Braun announces automatic admission, industry partnerships with new diploma seals
Apr 02, 2025
Gov. Braun announces new diploma partnerships
INDIANAPOLIS (WISH) — Indiana’s top high school graduates will receive a host of perks under new diploma seal partnerships announced Wednesday.
Gov. Mike Braun said the partnerships with Indiana universities, employers, and the National Guard
follow months of negotiations and meetings. He called Wednesday’s announcement “the single most significant thing we can do” for high school graduates.
Beginning with the class of 2029, all Indiana high school students will complete the New Indiana Diploma, which requires them to complete a total of 42 credits, up from 40 under the current Core 40 Diploma. In addition, students may earn Honors and Honors Plus seals under the categories of Enrollment, Employment, or Enlistment and Service.

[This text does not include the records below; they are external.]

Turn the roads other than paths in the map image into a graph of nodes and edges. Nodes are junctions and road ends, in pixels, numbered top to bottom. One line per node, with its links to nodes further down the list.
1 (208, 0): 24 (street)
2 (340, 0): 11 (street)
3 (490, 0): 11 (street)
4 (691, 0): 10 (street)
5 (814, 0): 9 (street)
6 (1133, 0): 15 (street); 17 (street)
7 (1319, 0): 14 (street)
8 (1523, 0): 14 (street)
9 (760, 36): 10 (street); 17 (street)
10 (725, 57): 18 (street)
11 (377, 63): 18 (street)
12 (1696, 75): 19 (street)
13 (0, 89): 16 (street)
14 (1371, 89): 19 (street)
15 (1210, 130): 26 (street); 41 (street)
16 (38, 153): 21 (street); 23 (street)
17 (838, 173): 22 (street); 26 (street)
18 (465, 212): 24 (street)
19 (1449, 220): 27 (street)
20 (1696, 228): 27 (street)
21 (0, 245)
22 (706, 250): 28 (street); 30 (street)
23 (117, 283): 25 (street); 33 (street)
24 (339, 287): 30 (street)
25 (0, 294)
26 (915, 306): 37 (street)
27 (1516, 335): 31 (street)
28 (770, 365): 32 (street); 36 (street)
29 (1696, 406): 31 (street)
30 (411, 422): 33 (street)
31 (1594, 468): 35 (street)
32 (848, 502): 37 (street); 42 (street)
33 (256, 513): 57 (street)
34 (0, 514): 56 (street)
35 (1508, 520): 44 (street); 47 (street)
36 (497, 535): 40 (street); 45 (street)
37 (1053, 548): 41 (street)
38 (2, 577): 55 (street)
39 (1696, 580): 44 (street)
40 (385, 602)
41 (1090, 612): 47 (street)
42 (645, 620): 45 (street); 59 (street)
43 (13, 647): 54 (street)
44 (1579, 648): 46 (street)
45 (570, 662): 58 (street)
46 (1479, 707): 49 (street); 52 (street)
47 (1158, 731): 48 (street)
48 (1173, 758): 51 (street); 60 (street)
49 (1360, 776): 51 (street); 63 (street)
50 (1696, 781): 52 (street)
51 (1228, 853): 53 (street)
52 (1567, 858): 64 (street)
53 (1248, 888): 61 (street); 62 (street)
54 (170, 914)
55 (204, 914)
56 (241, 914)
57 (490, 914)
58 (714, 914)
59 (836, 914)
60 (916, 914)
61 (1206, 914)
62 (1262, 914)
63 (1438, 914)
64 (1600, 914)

Under the partnerships Braun announced, students who earn an Enrollment Honors Plus seal will be guaranteed automatic acceptance into all public colleges and universities in the state. Indiana University President Pamela Whitten and Purdue University President Mung Chiang said this will apply to all of the campuses in their respective university systems. The list also includes Ivy Tech, Ball State, and Indiana State.
“The state will let our institutions know in September, and then students who are on track to get this Honors Plus seal, they’ll know and we’ll know,” Purdue University Provost Patrick Wolfe said, “and then once they do a few standard things like submit some test scores and stay on track academically their senior year, then you’ll get admission to not only Purdue and IU, but the entirety of the state educational institutions, and then students will have their choice of where they want to go. I think it’s going to be fabulous.”

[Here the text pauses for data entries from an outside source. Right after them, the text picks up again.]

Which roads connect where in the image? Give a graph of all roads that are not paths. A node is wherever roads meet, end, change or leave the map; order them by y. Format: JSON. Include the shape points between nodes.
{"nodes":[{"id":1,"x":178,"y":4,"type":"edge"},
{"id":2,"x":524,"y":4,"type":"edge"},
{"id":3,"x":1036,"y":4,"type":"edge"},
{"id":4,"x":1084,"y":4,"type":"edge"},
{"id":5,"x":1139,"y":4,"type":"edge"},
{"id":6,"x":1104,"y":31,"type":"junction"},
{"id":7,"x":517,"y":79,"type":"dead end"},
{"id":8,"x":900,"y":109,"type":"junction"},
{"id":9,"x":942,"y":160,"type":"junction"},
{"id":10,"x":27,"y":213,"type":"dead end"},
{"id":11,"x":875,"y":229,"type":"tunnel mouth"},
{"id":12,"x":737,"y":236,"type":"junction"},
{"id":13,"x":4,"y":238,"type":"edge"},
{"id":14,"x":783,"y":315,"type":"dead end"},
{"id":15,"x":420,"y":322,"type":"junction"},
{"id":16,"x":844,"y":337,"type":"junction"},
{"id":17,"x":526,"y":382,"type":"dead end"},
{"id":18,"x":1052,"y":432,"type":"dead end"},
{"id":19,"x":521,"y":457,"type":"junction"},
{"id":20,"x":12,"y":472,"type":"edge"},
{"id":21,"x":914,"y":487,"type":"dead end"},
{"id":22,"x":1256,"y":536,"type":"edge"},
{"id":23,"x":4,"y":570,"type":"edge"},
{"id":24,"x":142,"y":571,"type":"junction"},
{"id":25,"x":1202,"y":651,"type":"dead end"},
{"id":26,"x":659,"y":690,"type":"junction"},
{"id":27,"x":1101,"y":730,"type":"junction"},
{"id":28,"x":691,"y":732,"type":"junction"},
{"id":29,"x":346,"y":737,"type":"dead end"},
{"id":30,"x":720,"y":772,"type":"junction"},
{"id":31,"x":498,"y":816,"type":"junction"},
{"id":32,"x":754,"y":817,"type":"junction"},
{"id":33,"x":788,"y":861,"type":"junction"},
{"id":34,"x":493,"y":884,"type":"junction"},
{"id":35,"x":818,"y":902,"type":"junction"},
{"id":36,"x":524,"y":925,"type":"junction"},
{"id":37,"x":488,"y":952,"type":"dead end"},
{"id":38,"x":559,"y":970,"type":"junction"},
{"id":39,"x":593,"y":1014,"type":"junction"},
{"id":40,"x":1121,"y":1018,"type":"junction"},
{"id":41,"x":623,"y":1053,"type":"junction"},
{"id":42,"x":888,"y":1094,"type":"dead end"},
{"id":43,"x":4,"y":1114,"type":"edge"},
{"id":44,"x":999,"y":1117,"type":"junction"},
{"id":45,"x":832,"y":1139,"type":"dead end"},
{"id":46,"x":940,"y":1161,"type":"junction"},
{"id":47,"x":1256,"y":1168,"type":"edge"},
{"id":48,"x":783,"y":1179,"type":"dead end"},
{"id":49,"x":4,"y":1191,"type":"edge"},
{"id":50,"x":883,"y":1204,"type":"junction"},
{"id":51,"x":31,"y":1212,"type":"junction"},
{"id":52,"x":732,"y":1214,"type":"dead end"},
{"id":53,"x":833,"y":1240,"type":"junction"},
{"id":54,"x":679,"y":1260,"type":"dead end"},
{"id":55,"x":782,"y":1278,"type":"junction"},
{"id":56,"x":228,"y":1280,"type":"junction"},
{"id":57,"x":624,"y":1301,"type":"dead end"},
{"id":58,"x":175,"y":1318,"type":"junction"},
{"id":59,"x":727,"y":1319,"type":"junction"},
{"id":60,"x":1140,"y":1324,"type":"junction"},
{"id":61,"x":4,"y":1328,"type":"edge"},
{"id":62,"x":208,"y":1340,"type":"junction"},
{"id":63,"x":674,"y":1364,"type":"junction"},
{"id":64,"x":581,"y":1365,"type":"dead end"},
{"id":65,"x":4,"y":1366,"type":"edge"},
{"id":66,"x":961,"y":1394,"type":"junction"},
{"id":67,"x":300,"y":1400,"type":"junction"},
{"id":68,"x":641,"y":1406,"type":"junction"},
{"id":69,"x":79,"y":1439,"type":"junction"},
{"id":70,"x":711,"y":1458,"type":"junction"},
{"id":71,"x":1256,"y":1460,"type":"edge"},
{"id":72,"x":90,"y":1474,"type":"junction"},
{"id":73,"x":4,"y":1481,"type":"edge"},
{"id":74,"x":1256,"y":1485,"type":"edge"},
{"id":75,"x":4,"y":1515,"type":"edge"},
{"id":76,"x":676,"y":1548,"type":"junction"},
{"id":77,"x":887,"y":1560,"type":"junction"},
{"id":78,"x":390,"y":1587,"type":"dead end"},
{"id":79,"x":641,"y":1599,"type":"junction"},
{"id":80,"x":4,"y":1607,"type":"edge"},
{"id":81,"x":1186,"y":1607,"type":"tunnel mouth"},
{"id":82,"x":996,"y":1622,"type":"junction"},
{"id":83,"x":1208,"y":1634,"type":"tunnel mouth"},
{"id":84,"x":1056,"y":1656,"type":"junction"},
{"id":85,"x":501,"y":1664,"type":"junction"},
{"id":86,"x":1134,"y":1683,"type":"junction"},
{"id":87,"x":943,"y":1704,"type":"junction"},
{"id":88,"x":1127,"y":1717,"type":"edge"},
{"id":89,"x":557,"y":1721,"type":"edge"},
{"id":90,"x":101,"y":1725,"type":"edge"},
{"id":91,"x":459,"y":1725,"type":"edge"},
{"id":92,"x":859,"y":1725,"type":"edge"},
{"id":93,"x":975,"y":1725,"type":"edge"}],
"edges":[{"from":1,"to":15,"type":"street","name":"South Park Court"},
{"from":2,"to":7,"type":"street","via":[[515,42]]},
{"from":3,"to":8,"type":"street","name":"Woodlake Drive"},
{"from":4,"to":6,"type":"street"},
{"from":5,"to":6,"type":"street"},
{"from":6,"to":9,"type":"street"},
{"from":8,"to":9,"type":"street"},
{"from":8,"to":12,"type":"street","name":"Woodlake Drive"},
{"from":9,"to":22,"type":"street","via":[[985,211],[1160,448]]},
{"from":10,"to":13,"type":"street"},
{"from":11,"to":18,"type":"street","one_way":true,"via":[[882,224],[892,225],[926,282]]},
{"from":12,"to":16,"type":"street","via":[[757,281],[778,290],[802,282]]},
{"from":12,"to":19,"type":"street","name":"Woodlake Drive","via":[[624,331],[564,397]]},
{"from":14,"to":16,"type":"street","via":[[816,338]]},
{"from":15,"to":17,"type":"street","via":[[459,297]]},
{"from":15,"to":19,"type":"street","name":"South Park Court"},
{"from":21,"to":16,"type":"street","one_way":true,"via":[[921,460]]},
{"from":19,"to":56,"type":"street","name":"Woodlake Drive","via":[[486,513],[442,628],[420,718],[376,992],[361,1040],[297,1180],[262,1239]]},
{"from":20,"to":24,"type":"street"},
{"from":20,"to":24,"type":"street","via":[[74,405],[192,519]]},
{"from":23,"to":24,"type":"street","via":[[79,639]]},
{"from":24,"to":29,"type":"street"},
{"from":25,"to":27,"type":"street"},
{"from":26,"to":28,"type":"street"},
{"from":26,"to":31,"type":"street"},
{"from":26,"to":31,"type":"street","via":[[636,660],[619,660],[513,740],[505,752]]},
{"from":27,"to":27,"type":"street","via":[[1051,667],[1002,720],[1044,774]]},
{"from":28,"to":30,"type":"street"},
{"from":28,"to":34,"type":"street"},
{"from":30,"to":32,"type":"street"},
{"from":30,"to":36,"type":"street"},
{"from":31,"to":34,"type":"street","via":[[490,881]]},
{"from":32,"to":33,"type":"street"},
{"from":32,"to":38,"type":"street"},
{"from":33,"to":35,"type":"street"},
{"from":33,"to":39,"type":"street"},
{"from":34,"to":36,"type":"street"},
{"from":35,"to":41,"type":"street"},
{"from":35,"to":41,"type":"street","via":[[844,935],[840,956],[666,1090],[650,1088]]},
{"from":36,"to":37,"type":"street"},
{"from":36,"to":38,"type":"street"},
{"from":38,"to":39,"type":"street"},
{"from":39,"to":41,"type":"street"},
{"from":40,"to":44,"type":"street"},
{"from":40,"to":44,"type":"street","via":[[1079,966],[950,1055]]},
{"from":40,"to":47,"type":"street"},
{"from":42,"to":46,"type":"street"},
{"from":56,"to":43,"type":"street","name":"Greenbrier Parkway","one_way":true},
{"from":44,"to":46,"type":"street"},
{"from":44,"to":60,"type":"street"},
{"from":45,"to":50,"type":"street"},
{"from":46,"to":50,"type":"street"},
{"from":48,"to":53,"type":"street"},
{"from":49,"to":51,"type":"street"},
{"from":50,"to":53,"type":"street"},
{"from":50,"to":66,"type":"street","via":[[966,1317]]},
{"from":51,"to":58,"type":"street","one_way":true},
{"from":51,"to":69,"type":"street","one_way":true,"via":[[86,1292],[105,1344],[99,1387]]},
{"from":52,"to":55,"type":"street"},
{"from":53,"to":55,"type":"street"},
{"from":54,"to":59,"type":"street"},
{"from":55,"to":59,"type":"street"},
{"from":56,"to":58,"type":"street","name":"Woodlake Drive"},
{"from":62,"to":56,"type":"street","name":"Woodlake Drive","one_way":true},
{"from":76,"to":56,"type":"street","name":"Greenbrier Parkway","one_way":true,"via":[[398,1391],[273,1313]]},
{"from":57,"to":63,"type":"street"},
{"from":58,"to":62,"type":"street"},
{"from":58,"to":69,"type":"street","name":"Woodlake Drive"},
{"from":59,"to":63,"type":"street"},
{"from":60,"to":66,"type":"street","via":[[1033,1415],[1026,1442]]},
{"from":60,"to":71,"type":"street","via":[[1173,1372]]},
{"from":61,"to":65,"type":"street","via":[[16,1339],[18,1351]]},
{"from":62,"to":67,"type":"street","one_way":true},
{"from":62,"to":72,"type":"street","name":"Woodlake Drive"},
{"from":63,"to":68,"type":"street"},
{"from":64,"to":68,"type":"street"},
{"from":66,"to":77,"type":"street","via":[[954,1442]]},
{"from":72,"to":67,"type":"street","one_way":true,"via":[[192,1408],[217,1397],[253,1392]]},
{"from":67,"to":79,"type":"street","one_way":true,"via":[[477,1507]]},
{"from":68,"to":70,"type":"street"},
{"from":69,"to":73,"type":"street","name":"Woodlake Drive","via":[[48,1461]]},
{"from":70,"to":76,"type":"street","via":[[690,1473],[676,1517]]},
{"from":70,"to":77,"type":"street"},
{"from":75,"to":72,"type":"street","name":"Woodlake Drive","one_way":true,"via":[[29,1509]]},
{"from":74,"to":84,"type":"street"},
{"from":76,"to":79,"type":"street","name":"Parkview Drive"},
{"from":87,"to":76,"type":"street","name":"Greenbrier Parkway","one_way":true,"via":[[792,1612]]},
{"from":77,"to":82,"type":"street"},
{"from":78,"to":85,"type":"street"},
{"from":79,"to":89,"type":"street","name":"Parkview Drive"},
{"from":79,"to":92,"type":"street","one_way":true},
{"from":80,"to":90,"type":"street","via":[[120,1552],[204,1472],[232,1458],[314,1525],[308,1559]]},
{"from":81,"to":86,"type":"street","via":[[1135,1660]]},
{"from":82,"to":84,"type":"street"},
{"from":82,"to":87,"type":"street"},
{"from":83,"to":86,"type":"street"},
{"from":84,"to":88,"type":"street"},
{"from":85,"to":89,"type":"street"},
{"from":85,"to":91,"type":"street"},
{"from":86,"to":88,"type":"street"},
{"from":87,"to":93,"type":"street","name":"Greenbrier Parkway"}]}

If a student wants to go straight into the workforce right after high school, such as to enter the skilled trades, the Employment Honors Plus seal will include dedicated career support and connecting students through interviews. Several major Indiana-based employers have agreed to take part, including Lilly, Cummins, and Community Health Network. In addition, students who complete either the Employment Honors or Employment Honors Plus seal will be eligible for direct entry into the Central Midwest Carpenters Union apprenticeship. Braun’s office said state officials are pursuing a similar partnership with Operating Engineers Local 150. Braun said he considers this seal to be the most potentially impactful of any of them. He said when his brother, Steve Braun, was commissioner of the Department of Workforce Development between 2014 and 2017, the state struggled to fill those jobs.

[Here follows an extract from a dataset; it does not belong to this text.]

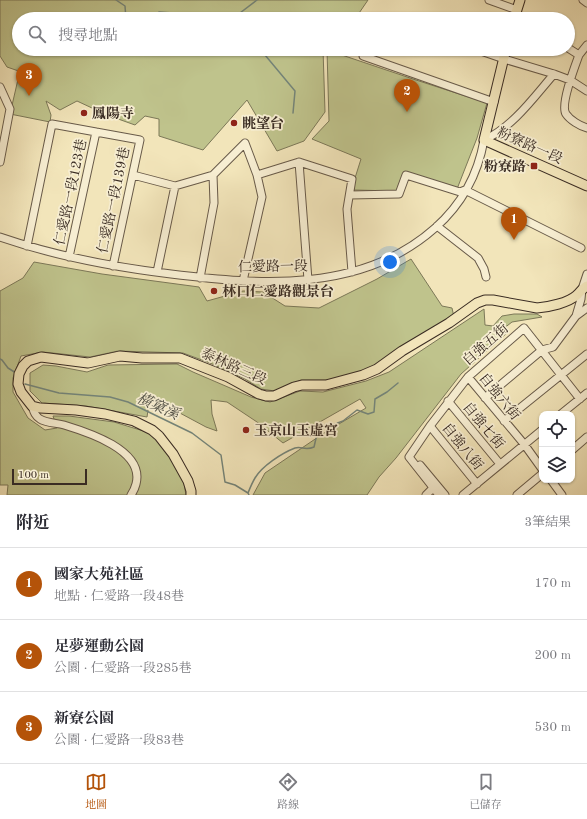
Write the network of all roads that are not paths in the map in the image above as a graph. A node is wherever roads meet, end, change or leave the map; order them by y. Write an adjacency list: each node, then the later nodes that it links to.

“We had 65,000 jobs then that would have paid salaries and wages more than most four-year degrees,” Braun said. “But in school systems like mine, there was no guidance into it because there was still the misconception that the only way you can be successful is getting a four-year degree, not even looking at enlistment and employment, where most kids go.”
The Enlistment and Service Honors Plus Seal, which requires a score of 50 or higher on the Armed Services Vocational Aptitude Battery or enrollment in either a service academy or a ROTC program, among other things, would allow graduates to earn college credit from the training they complete in the Indiana National Guard.
Secretary of Education Dr. Katie Jenner said students will not be locked into the seal paths once they choose them. She said if a student wishes to change their seal late in their high school career, they will be able to do so, though they might need to take some summer coursework.